Below are some records. Pull every line that contains the word "nodes".

_____

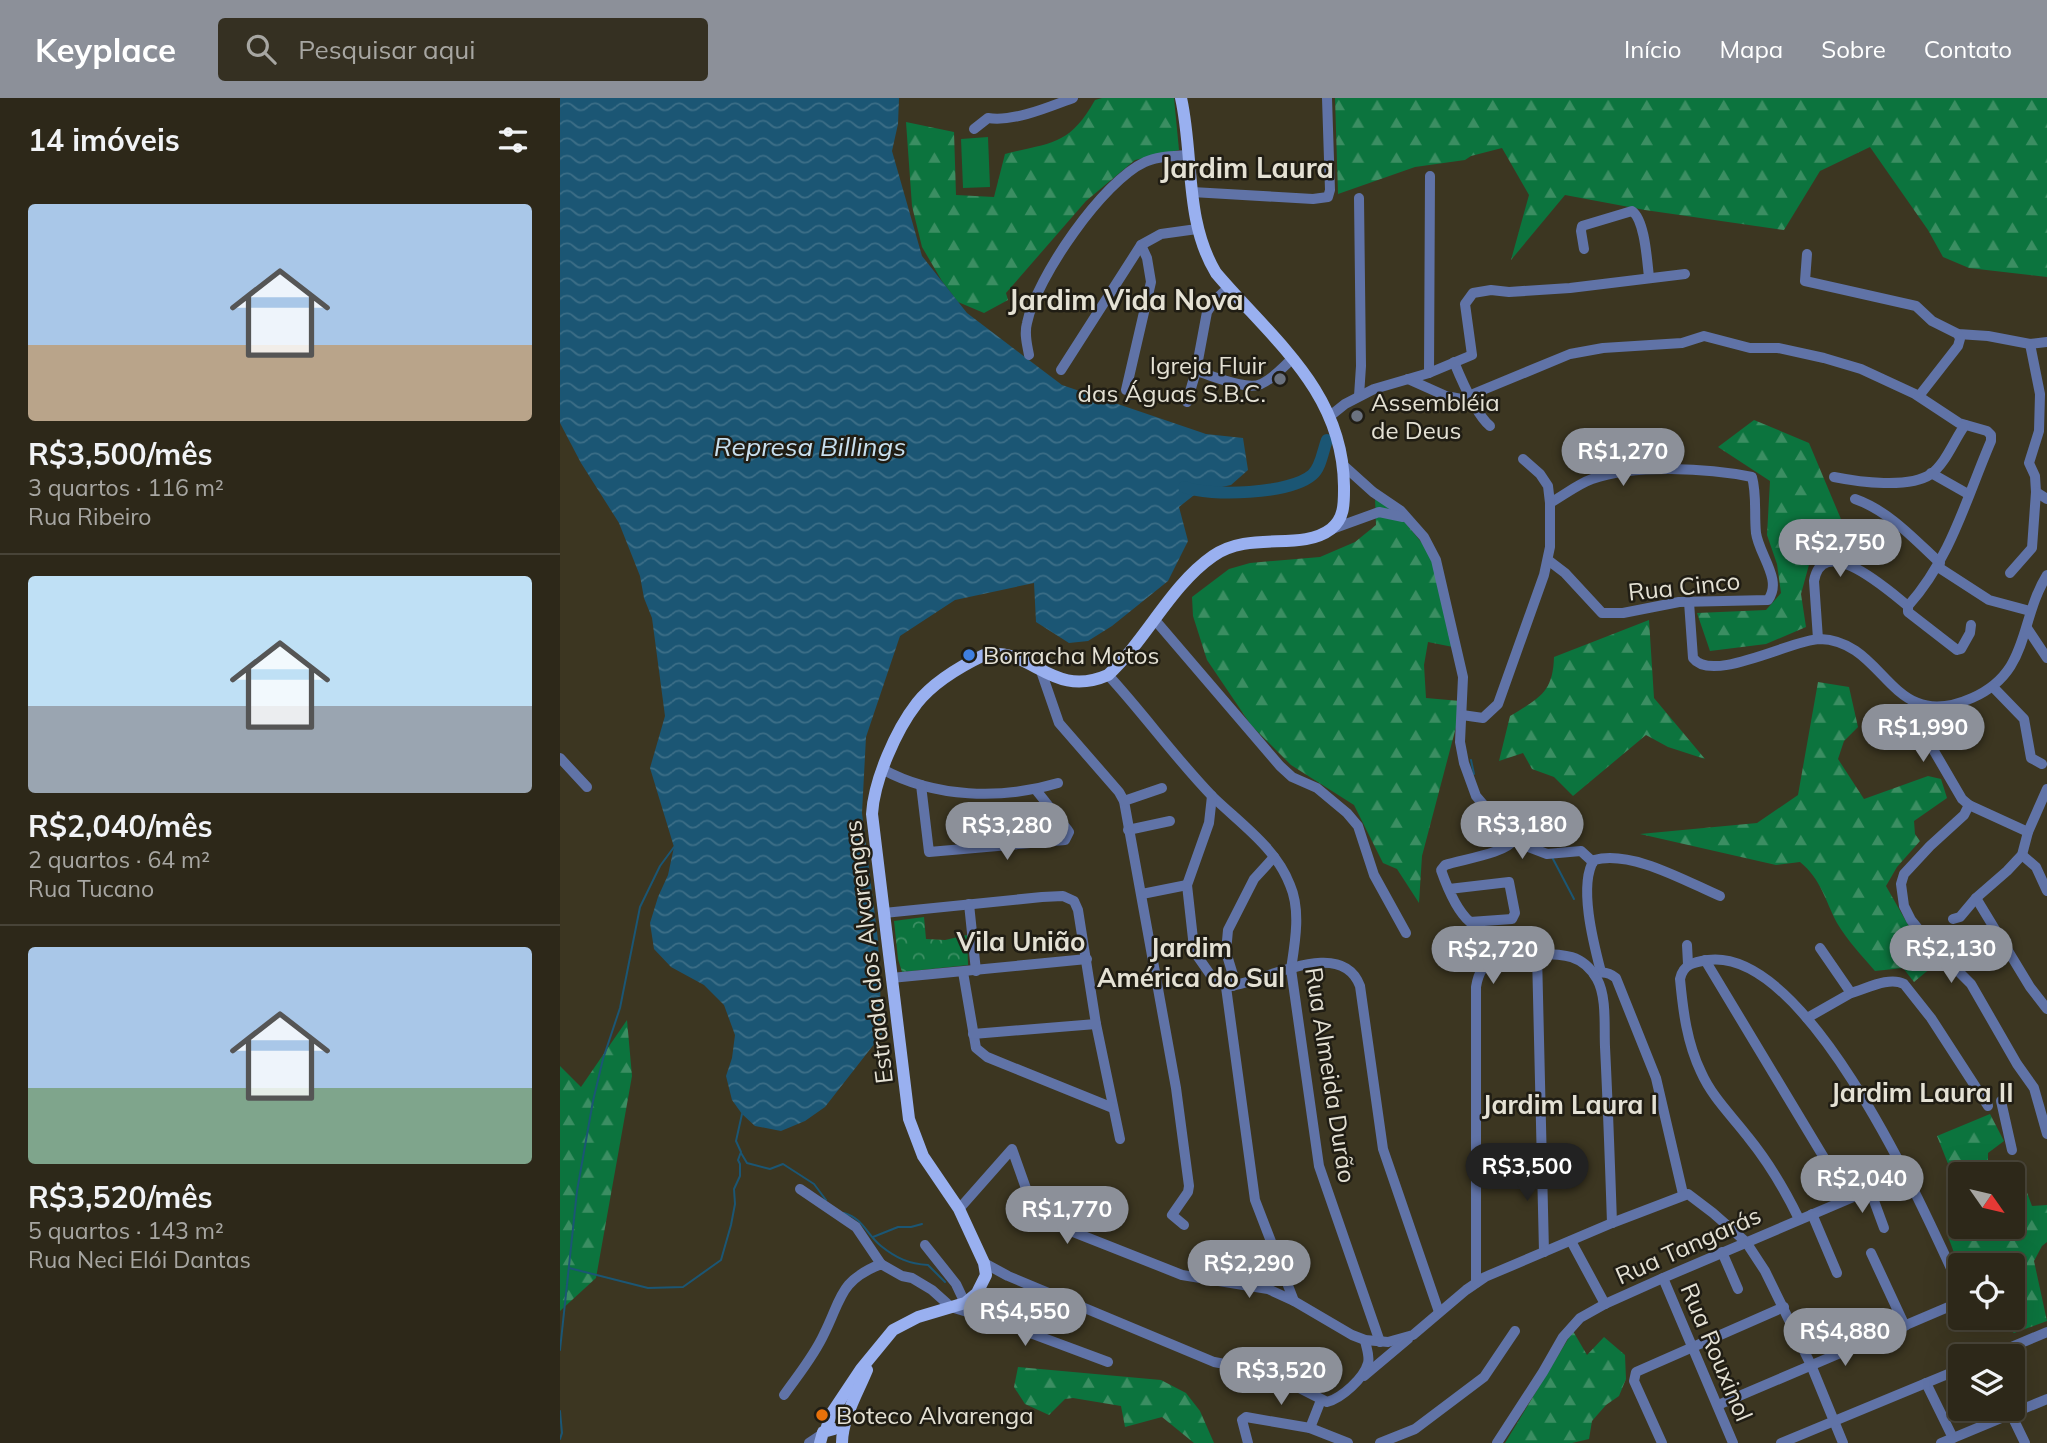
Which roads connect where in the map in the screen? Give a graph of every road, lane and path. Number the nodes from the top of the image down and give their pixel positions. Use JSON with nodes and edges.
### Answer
{"nodes":[{"id":1,"x":1181,"y":98,"type":"edge"},
{"id":2,"x":1327,"y":98,"type":"edge"},
{"id":3,"x":1068,"y":99,"type":"edge"},
{"id":4,"x":974,"y":129,"type":"dead end"},
{"id":5,"x":1187,"y":155,"type":"junction"},
{"id":6,"x":1430,"y":176,"type":"dead end"},
{"id":7,"x":1192,"y":192,"type":"junction"},
{"id":8,"x":1359,"y":198,"type":"dead end"},
{"id":9,"x":1197,"y":229,"type":"junction"},
{"id":10,"x":1142,"y":245,"type":"junction"},
{"id":11,"x":1584,"y":249,"type":"dead end"},
{"id":12,"x":1807,"y":254,"type":"dead end"},
{"id":13,"x":1685,"y":274,"type":"dead end"},
{"id":14,"x":1649,"y":277,"type":"junction"},
{"id":15,"x":1228,"y":288,"type":"junction"},
{"id":16,"x":1958,"y":334,"type":"junction"},
{"id":17,"x":2047,"y":342,"type":"edge"},
{"id":18,"x":2030,"y":344,"type":"junction"},
{"id":19,"x":1028,"y":355,"type":"dead end"},
{"id":20,"x":1292,"y":359,"type":"junction"},
{"id":21,"x":1454,"y":362,"type":"junction"},
{"id":22,"x":1061,"y":370,"type":"dead end"},
{"id":23,"x":1196,"y":371,"type":"junction"},
{"id":24,"x":1429,"y":373,"type":"junction"},
{"id":25,"x":1408,"y":379,"type":"junction"},
{"id":26,"x":1126,"y":390,"type":"dead end"},
{"id":27,"x":1359,"y":396,"type":"junction"},
{"id":28,"x":1469,"y":396,"type":"junction"},
{"id":29,"x":1919,"y":397,"type":"junction"},
{"id":30,"x":1187,"y":402,"type":"dead end"},
{"id":31,"x":1330,"y":416,"type":"junction"},
{"id":32,"x":1965,"y":425,"type":"junction"},
{"id":33,"x":1490,"y":426,"type":"dead end"},
{"id":34,"x":1523,"y":460,"type":"dead end"},
{"id":35,"x":1343,"y":465,"type":"junction"},
{"id":36,"x":1931,"y":473,"type":"junction"},
{"id":37,"x":1834,"y":477,"type":"dead end"},
{"id":38,"x":2036,"y":492,"type":"junction"},
{"id":39,"x":1968,"y":494,"type":"junction"},
{"id":40,"x":1855,"y":499,"type":"dead end"},
{"id":41,"x":2047,"y":499,"type":"edge"},
{"id":42,"x":1550,"y":503,"type":"junction"},
{"id":43,"x":1409,"y":519,"type":"junction"},
{"id":44,"x":1329,"y":531,"type":"junction"},
{"id":45,"x":1548,"y":560,"type":"junction"},
{"id":46,"x":1939,"y":565,"type":"junction"},
{"id":47,"x":2010,"y":573,"type":"dead end"},
{"id":48,"x":2047,"y":575,"type":"edge"},
{"id":49,"x":1689,"y":602,"type":"junction"},
{"id":50,"x":1908,"y":606,"type":"junction"},
{"id":51,"x":2030,"y":611,"type":"junction"},
{"id":52,"x":1155,"y":620,"type":"junction"},
{"id":53,"x":1971,"y":625,"type":"dead end"},
{"id":54,"x":2027,"y":628,"type":"junction"},
{"id":55,"x":1818,"y":639,"type":"junction"},
{"id":56,"x":2047,"y":657,"type":"edge"},
{"id":57,"x":1041,"y":671,"type":"junction"},
{"id":58,"x":1108,"y":675,"type":"junction"},
{"id":59,"x":1993,"y":687,"type":"junction"},
{"id":60,"x":1914,"y":703,"type":"junction"},
{"id":61,"x":1462,"y":715,"type":"junction"},
{"id":62,"x":560,"y":758,"type":"edge"},
{"id":63,"x":2042,"y":764,"type":"dead end"},
{"id":64,"x":882,"y":769,"type":"junction"},
{"id":65,"x":1058,"y":783,"type":"dead end"},
{"id":66,"x":921,"y":785,"type":"junction"},
{"id":67,"x":587,"y":787,"type":"dead end"},
{"id":68,"x":1162,"y":788,"type":"dead end"},
{"id":69,"x":2047,"y":789,"type":"edge"},
{"id":70,"x":1036,"y":790,"type":"junction"},
{"id":71,"x":1212,"y":796,"type":"junction"},
{"id":72,"x":1124,"y":801,"type":"junction"},
{"id":73,"x":1969,"y":805,"type":"junction"},
{"id":74,"x":1170,"y":821,"type":"dead end"},
{"id":75,"x":1128,"y":830,"type":"junction"},
{"id":76,"x":2028,"y":832,"type":"junction"},
{"id":77,"x":1515,"y":839,"type":"junction"},
{"id":78,"x":2022,"y":855,"type":"junction"},
{"id":79,"x":1274,"y":857,"type":"junction"},
{"id":80,"x":1593,"y":861,"type":"junction"},
{"id":81,"x":1186,"y":885,"type":"junction"},
{"id":82,"x":1449,"y":889,"type":"junction"},
{"id":83,"x":2047,"y":891,"type":"edge"},
{"id":84,"x":1142,"y":894,"type":"junction"},
{"id":85,"x":1720,"y":896,"type":"dead end"},
{"id":86,"x":1976,"y":898,"type":"junction"},
{"id":87,"x":969,"y":904,"type":"junction"},
{"id":88,"x":884,"y":913,"type":"junction"},
{"id":89,"x":1953,"y":919,"type":"dead end"},
{"id":90,"x":1406,"y":933,"type":"dead end"},
{"id":91,"x":1687,"y":945,"type":"dead end"},
{"id":92,"x":1820,"y":948,"type":"dead end"},
{"id":93,"x":1537,"y":954,"type":"junction"},
{"id":94,"x":1087,"y":959,"type":"junction"},
{"id":95,"x":1709,"y":960,"type":"junction"},
{"id":96,"x":1688,"y":964,"type":"junction"},
{"id":97,"x":1291,"y":970,"type":"junction"},
{"id":98,"x":976,"y":971,"type":"junction"},
{"id":99,"x":963,"y":972,"type":"junction"},
{"id":100,"x":1597,"y":973,"type":"junction"},
{"id":101,"x":891,"y":978,"type":"junction"},
{"id":102,"x":1229,"y":986,"type":"junction"},
{"id":103,"x":1851,"y":993,"type":"junction"},
{"id":104,"x":2047,"y":1009,"type":"edge"},
{"id":105,"x":1807,"y":1018,"type":"junction"},
{"id":106,"x":1096,"y":1024,"type":"junction"},
{"id":107,"x":973,"y":1034,"type":"junction"},
{"id":108,"x":2001,"y":1101,"type":"dead end"},
{"id":109,"x":1988,"y":1106,"type":"dead end"},
{"id":110,"x":1113,"y":1108,"type":"junction"},
{"id":111,"x":2047,"y":1134,"type":"edge"},
{"id":112,"x":1120,"y":1139,"type":"dead end"},
{"id":113,"x":2012,"y":1150,"type":"dead end"},
{"id":114,"x":1829,"y":1166,"type":"dead end"},
{"id":115,"x":1905,"y":1175,"type":"junction"},
{"id":116,"x":800,"y":1189,"type":"dead end"},
{"id":117,"x":1870,"y":1190,"type":"junction"},
{"id":118,"x":1683,"y":1194,"type":"junction"},
{"id":119,"x":959,"y":1209,"type":"junction"},
{"id":120,"x":1812,"y":1214,"type":"junction"},
{"id":121,"x":1799,"y":1219,"type":"junction"},
{"id":122,"x":1612,"y":1223,"type":"junction"},
{"id":123,"x":1184,"y":1225,"type":"dead end"},
{"id":124,"x":1884,"y":1228,"type":"dead end"},
{"id":125,"x":1571,"y":1241,"type":"junction"},
{"id":126,"x":1746,"y":1242,"type":"junction"},
{"id":127,"x":925,"y":1245,"type":"dead end"},
{"id":128,"x":1544,"y":1252,"type":"junction"},
{"id":129,"x":1722,"y":1252,"type":"junction"},
{"id":130,"x":1871,"y":1253,"type":"dead end"},
{"id":131,"x":984,"y":1263,"type":"junction"},
{"id":132,"x":1948,"y":1263,"type":"edge"},
{"id":133,"x":881,"y":1264,"type":"junction"},
{"id":134,"x":1837,"y":1273,"type":"dead end"},
{"id":135,"x":1663,"y":1278,"type":"junction"},
{"id":136,"x":1476,"y":1283,"type":"junction"},
{"id":137,"x":1738,"y":1289,"type":"dead end"},
{"id":138,"x":1294,"y":1301,"type":"junction"},
{"id":139,"x":965,"y":1303,"type":"junction"},
{"id":140,"x":1605,"y":1304,"type":"junction"},
{"id":141,"x":951,"y":1307,"type":"junction"},
{"id":142,"x":1784,"y":1307,"type":"junction"},
{"id":143,"x":1948,"y":1307,"type":"edge"},
{"id":144,"x":1438,"y":1312,"type":"junction"},
{"id":145,"x":1905,"y":1326,"type":"junction"},
{"id":146,"x":1515,"y":1331,"type":"dead end"},
{"id":147,"x":2047,"y":1332,"type":"edge"},
{"id":148,"x":1413,"y":1335,"type":"junction"},
{"id":149,"x":1365,"y":1340,"type":"junction"},
{"id":150,"x":1380,"y":1342,"type":"junction"},
{"id":151,"x":2018,"y":1344,"type":"edge"},
{"id":152,"x":1693,"y":1346,"type":"junction"},
{"id":153,"x":878,"y":1348,"type":"junction"},
{"id":154,"x":1108,"y":1362,"type":"dead end"},
{"id":155,"x":1811,"y":1365,"type":"junction"},
{"id":156,"x":1948,"y":1374,"type":"edge"},
{"id":157,"x":1356,"y":1382,"type":"junction"},
{"id":158,"x":1926,"y":1383,"type":"junction"},
{"id":159,"x":784,"y":1395,"type":"dead end"},
{"id":160,"x":2047,"y":1399,"type":"edge"},
{"id":161,"x":1324,"y":1401,"type":"junction"},
{"id":162,"x":1718,"y":1405,"type":"junction"},
{"id":163,"x":2025,"y":1408,"type":"edge"},
{"id":164,"x":1834,"y":1421,"type":"junction"},
{"id":165,"x":1994,"y":1421,"type":"edge"},
{"id":166,"x":2014,"y":1421,"type":"edge"},
{"id":167,"x":1310,"y":1428,"type":"junction"},
{"id":168,"x":823,"y":1436,"type":"edge"},
{"id":169,"x":1953,"y":1438,"type":"junction"},
{"id":170,"x":842,"y":1440,"type":"edge"},
{"id":171,"x":809,"y":1443,"type":"edge"},
{"id":172,"x":1248,"y":1443,"type":"edge"},
{"id":173,"x":1348,"y":1443,"type":"edge"},
{"id":174,"x":1380,"y":1443,"type":"edge"},
{"id":175,"x":1497,"y":1443,"type":"edge"},
{"id":176,"x":1662,"y":1443,"type":"edge"},
{"id":177,"x":1733,"y":1443,"type":"edge"},
{"id":178,"x":1782,"y":1443,"type":"edge"},
{"id":179,"x":1843,"y":1443,"type":"edge"},
{"id":180,"x":1941,"y":1443,"type":"edge"},
{"id":181,"x":2025,"y":1443,"type":"edge"}],
"edges":[{"from":1,"to":5,"type":"main road"},
{"from":2,"to":7,"type":"street"},
{"from":3,"to":4,"type":"street"},
{"from":5,"to":7,"type":"main road"},
{"from":5,"to":19,"type":"street"},
{"from":6,"to":24,"type":"street"},
{"from":7,"to":9,"type":"main road"},
{"from":8,"to":27,"type":"street"},
{"from":9,"to":10,"type":"street"},
{"from":9,"to":15,"type":"main road"},
{"from":10,"to":22,"type":"street"},
{"from":10,"to":26,"type":"street"},
{"from":11,"to":14,"type":"street"},
{"from":12,"to":16,"type":"street"},
{"from":13,"to":14,"type":"street"},
{"from":14,"to":21,"type":"street"},
{"from":15,"to":20,"type":"main road"},
{"from":15,"to":23,"type":"street"},
{"from":16,"to":18,"type":"street"},
{"from":16,"to":29,"type":"street"},
{"from":17,"to":18,"type":"street"},
{"from":18,"to":38,"type":"street"},
{"from":20,"to":23,"type":"street"},
{"from":20,"to":31,"type":"main road"},
{"from":21,"to":24,"type":"street"},
{"from":21,"to":28,"type":"street"},
{"from":23,"to":30,"type":"street"},
{"from":24,"to":25,"type":"street"},
{"from":25,"to":27,"type":"street"},
{"from":25,"to":28,"type":"street"},
{"from":27,"to":31,"type":"street"},
{"from":28,"to":29,"type":"street"},
{"from":28,"to":33,"type":"street"},
{"from":29,"to":32,"type":"street"},
{"from":31,"to":35,"type":"main road"},
{"from":32,"to":36,"type":"street"},
{"from":32,"to":39,"type":"street"},
{"from":34,"to":42,"type":"street"},
{"from":35,"to":43,"type":"street"},
{"from":35,"to":44,"type":"main road"},
{"from":36,"to":37,"type":"street"},
{"from":36,"to":39,"type":"street"},
{"from":38,"to":41,"type":"street"},
{"from":38,"to":47,"type":"street"},
{"from":39,"to":46,"type":"street"},
{"from":40,"to":46,"type":"street"},
{"from":42,"to":45,"type":"street"},
{"from":42,"to":49,"type":"street","name":"Rua Cinco"},
{"from":43,"to":44,"type":"street"},
{"from":43,"to":61,"type":"street"},
{"from":44,"to":52,"type":"main road"},
{"from":45,"to":49,"type":"street","name":"Rua Cinco"},
{"from":45,"to":61,"type":"street"},
{"from":46,"to":50,"type":"street"},
{"from":46,"to":51,"type":"street"},
{"from":48,"to":51,"type":"street"},
{"from":49,"to":55,"type":"street"},
{"from":50,"to":53,"type":"street"},
{"from":50,"to":55,"type":"street"},
{"from":51,"to":54,"type":"street"},
{"from":52,"to":58,"type":"main road"},
{"from":52,"to":90,"type":"street"},
{"from":54,"to":56,"type":"street"},
{"from":54,"to":59,"type":"street"},
{"from":55,"to":60,"type":"street"},
{"from":57,"to":58,"type":"main road","name":"Estrada dos Alvarengas"},
{"from":57,"to":64,"type":"main road","name":"Estrada dos Alvarengas"},
{"from":57,"to":72,"type":"street"},
{"from":58,"to":71,"type":"street","name":"Rua Almeida Durão"},
{"from":59,"to":60,"type":"street"},
{"from":59,"to":63,"type":"street"},
{"from":60,"to":73,"type":"street"},
{"from":61,"to":77,"type":"street"},
{"from":62,"to":67,"type":"street"},
{"from":64,"to":66,"type":"street"},
{"from":64,"to":88,"type":"main road","name":"Estrada dos Alvarengas"},
{"from":65,"to":70,"type":"street"},
{"from":66,"to":70,"type":"street"},
{"from":66,"to":70,"type":"street"},
{"from":68,"to":72,"type":"street"},
{"from":69,"to":76,"type":"street"},
{"from":71,"to":79,"type":"street","name":"Rua Almeida Durão"},
{"from":71,"to":81,"type":"street"},
{"from":72,"to":75,"type":"street"},
{"from":73,"to":76,"type":"street"},
{"from":73,"to":111,"type":"street"},
{"from":74,"to":75,"type":"street"},
{"from":75,"to":84,"type":"street"},
{"from":76,"to":78,"type":"street"},
{"from":77,"to":80,"type":"street"},
{"from":77,"to":82,"type":"street"},
{"from":78,"to":83,"type":"street"},
{"from":78,"to":86,"type":"street"},
{"from":79,"to":97,"type":"street","name":"Rua Almeida Durão"},
{"from":79,"to":102,"type":"street"},
{"from":80,"to":85,"type":"street"},
{"from":80,"to":100,"type":"street"},
{"from":81,"to":84,"type":"street"},
{"from":81,"to":102,"type":"street"},
{"from":82,"to":82,"type":"street"},
{"from":84,"to":123,"type":"street"},
{"from":86,"to":89,"type":"street"},
{"from":86,"to":104,"type":"street"},
{"from":87,"to":88,"type":"street"},
{"from":87,"to":94,"type":"street"},
{"from":87,"to":98,"type":"street"},
{"from":88,"to":101,"type":"main road","name":"Estrada dos Alvarengas"},
{"from":91,"to":96,"type":"street"},
{"from":92,"to":103,"type":"street"},
{"from":93,"to":100,"type":"street"},
{"from":93,"to":128,"type":"street"},
{"from":93,"to":136,"type":"street"},
{"from":94,"to":98,"type":"street"},
{"from":94,"to":106,"type":"street"},
{"from":95,"to":96,"type":"street"},
{"from":95,"to":105,"type":"street"},
{"from":95,"to":114,"type":"street"},
{"from":96,"to":121,"type":"street"},
{"from":97,"to":102,"type":"street"},
{"from":97,"to":144,"type":"street"},
{"from":97,"to":150,"type":"street","name":"Rua Almeida Durão"},
{"from":98,"to":99,"type":"street"},
{"from":99,"to":101,"type":"street"},
{"from":99,"to":107,"type":"street"},
{"from":100,"to":118,"type":"street"},
{"from":100,"to":122,"type":"street"},
{"from":101,"to":119,"type":"main road","name":"Estrada dos Alvarengas"},
{"from":102,"to":138,"type":"street"},
{"from":103,"to":105,"type":"street"},
{"from":103,"to":109,"type":"street"},
{"from":105,"to":115,"type":"street"},
{"from":106,"to":107,"type":"street"},
{"from":106,"to":110,"type":"street"},
{"from":107,"to":110,"type":"street"},
{"from":108,"to":113,"type":"street"},
{"from":110,"to":112,"type":"street"},
{"from":115,"to":117,"type":"street","name":"Rua Tangarás"},
{"from":115,"to":132,"type":"street"},
{"from":116,"to":133,"type":"street"},
{"from":117,"to":120,"type":"street","name":"Rua Tangarás"},
{"from":117,"to":124,"type":"street"},
{"from":118,"to":122,"type":"street"},
{"from":118,"to":126,"type":"street"},
{"from":119,"to":131,"type":"main road","name":"Estrada dos Alvarengas"},
{"from":119,"to":138,"type":"street"},
{"from":120,"to":121,"type":"street","name":"Rua Tangarás"},
{"from":120,"to":134,"type":"street"},
{"from":121,"to":126,"type":"street","name":"Rua Tangarás"},
{"from":122,"to":125,"type":"street"},
{"from":125,"to":128,"type":"street"},
{"from":125,"to":140,"type":"street"},
{"from":126,"to":129,"type":"street","name":"Rua Tangarás"},
{"from":126,"to":142,"type":"street"},
{"from":127,"to":139,"type":"street"},
{"from":128,"to":136,"type":"street"},
{"from":129,"to":135,"type":"street","name":"Rua Tangarás"},
{"from":129,"to":137,"type":"street"},
{"from":130,"to":145,"type":"street"},
{"from":131,"to":139,"type":"main road"},
{"from":131,"to":161,"type":"street"},
{"from":133,"to":141,"type":"street"},
{"from":133,"to":159,"type":"street"},
{"from":135,"to":140,"type":"street","name":"Rua Tangarás"},
{"from":135,"to":152,"type":"street","name":"Rua Rouxinol"},
{"from":136,"to":144,"type":"street"},
{"from":138,"to":149,"type":"street"},
{"from":139,"to":141,"type":"main road"},
{"from":140,"to":175,"type":"street","name":"Rua Tangarás"},
{"from":141,"to":153,"type":"main road"},
{"from":141,"to":154,"type":"street"},
{"from":142,"to":152,"type":"street"},
{"from":142,"to":155,"type":"street"},
{"from":143,"to":145,"type":"street"},
{"from":144,"to":148,"type":"street"},
{"from":145,"to":155,"type":"street"},
{"from":146,"to":174,"type":"street"},
{"from":147,"to":151,"type":"street"},
{"from":148,"to":150,"type":"street"},
{"from":148,"to":157,"type":"street"},
{"from":149,"to":150,"type":"street"},
{"from":149,"to":157,"type":"street"},
{"from":152,"to":162,"type":"street","name":"Rua Rouxinol"},
{"from":152,"to":176,"type":"street"},
{"from":153,"to":168,"type":"main road"},
{"from":153,"to":170,"type":"main road"},
{"from":155,"to":162,"type":"street"},
{"from":155,"to":164,"type":"street"},
{"from":156,"to":158,"type":"street"},
{"from":157,"to":161,"type":"street"},
{"from":158,"to":164,"type":"street"},
{"from":158,"to":169,"type":"street"},
{"from":160,"to":163,"type":"street"},
{"from":161,"to":167,"type":"street"},
{"from":162,"to":177,"type":"street","name":"Rua Rouxinol"},
{"from":164,"to":178,"type":"street"},
{"from":164,"to":179,"type":"street"},
{"from":165,"to":169,"type":"street"},
{"from":166,"to":181,"type":"street"},
{"from":167,"to":172,"type":"street"},
{"from":167,"to":173,"type":"street"},
{"from":168,"to":170,"type":"main road"},
{"from":168,"to":171,"type":"street"},
{"from":169,"to":180,"type":"street"}]}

_____

Written response:
Which roads connect where in the map in the screen? Give a graph of every road, lane and path. Number the nodes from the top of the image down and give their pixel positions. Use JSON with nodes and edges.
{"nodes":[{"id":1,"x":1181,"y":98,"type":"edge"},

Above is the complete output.